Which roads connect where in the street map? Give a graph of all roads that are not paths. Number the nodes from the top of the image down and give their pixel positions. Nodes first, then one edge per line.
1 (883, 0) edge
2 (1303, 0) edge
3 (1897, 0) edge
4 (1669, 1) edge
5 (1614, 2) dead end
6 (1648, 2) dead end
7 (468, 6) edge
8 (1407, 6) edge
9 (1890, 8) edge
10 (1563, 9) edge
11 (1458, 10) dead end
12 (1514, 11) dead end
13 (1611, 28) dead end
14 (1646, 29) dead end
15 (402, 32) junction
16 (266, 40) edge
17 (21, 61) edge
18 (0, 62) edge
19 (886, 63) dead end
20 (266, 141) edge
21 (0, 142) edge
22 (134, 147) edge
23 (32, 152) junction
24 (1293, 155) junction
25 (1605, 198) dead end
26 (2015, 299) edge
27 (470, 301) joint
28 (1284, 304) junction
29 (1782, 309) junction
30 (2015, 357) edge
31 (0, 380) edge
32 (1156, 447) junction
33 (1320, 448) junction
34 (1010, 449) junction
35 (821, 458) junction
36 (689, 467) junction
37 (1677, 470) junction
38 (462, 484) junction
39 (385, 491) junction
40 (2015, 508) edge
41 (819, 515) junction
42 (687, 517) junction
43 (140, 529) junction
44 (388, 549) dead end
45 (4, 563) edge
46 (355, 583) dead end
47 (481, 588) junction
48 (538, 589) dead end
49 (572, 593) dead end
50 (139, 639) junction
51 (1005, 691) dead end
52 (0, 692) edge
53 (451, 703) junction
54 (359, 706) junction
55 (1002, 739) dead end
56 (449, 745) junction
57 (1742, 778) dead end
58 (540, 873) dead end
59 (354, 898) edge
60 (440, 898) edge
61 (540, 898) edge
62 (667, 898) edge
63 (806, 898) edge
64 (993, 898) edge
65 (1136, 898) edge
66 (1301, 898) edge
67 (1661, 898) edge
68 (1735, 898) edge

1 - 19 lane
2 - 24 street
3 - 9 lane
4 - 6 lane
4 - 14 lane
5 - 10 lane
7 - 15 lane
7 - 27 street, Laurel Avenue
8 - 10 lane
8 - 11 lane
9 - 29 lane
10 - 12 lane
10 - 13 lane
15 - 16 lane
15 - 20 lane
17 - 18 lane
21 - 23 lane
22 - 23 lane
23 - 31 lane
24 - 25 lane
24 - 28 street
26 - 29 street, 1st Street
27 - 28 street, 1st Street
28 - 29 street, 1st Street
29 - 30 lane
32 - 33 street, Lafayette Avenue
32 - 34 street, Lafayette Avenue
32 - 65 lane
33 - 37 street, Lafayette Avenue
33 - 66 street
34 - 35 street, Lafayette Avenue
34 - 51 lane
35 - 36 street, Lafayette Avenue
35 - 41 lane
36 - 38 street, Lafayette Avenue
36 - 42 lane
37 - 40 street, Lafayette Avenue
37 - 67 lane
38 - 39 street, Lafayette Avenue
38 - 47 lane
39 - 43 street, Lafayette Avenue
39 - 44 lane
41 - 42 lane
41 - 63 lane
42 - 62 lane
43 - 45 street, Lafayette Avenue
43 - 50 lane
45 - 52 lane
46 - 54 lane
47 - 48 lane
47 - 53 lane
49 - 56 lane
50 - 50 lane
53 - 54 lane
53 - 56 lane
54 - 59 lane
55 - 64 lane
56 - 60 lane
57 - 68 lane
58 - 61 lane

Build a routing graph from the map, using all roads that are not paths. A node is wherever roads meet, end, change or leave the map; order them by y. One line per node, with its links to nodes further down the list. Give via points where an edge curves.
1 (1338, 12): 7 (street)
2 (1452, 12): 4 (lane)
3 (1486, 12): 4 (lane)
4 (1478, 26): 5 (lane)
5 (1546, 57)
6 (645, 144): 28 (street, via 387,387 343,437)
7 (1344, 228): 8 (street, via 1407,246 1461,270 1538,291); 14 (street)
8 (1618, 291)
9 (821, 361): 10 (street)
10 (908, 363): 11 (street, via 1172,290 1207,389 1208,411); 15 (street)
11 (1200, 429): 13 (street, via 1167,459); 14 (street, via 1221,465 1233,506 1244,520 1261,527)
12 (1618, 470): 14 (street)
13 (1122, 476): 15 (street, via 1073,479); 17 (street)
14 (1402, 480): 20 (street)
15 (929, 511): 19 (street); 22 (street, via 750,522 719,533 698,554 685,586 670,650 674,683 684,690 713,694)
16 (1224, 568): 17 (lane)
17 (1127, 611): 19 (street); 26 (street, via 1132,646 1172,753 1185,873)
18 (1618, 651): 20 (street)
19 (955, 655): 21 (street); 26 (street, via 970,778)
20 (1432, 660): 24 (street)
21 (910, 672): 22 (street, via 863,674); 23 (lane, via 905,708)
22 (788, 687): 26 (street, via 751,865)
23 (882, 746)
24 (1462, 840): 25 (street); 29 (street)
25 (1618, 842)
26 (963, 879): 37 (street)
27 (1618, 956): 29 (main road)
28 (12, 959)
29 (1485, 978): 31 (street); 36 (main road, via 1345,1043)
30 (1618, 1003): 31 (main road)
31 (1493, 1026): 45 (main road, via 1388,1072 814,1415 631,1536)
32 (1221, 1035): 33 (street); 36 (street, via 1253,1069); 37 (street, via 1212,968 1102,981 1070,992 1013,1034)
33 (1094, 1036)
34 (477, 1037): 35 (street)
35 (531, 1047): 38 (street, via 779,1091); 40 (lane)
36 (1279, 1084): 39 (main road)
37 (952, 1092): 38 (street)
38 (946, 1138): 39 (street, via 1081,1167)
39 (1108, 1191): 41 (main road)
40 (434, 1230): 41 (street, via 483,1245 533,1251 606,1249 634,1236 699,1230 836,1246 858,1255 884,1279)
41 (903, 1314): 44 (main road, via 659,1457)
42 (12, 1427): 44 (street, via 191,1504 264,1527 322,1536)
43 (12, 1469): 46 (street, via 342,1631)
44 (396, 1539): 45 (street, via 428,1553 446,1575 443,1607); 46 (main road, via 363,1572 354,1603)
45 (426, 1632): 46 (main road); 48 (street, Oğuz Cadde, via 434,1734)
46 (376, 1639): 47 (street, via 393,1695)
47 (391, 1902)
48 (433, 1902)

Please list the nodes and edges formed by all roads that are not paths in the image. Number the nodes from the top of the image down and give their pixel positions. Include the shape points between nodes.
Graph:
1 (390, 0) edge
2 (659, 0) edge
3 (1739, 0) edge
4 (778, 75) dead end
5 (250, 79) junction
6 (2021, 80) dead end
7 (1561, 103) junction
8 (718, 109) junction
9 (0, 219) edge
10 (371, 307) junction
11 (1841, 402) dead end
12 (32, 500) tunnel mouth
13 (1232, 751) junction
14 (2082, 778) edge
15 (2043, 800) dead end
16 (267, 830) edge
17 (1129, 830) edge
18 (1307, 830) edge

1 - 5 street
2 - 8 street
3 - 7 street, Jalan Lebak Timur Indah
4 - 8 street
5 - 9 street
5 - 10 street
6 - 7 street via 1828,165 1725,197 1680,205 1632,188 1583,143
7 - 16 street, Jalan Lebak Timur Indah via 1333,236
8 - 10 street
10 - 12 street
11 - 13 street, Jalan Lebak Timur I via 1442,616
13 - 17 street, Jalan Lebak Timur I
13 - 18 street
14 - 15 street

========================================

[WHAT THE EXERCISE ASKS]
Working through the entries above, copy every line in which "image" is found.

[SOLUTION]
Which roads connect where in the street map? Give a graph of all roads that are not paths. Number the nodes from the top of the image down and give their pixel positions. Nodes first, then one edge per line.
Please list the nodes and edges formed by all roads that are not paths in the image. Number the nodes from the top of the image down and give their pixel positions. Include the shape points between nodes.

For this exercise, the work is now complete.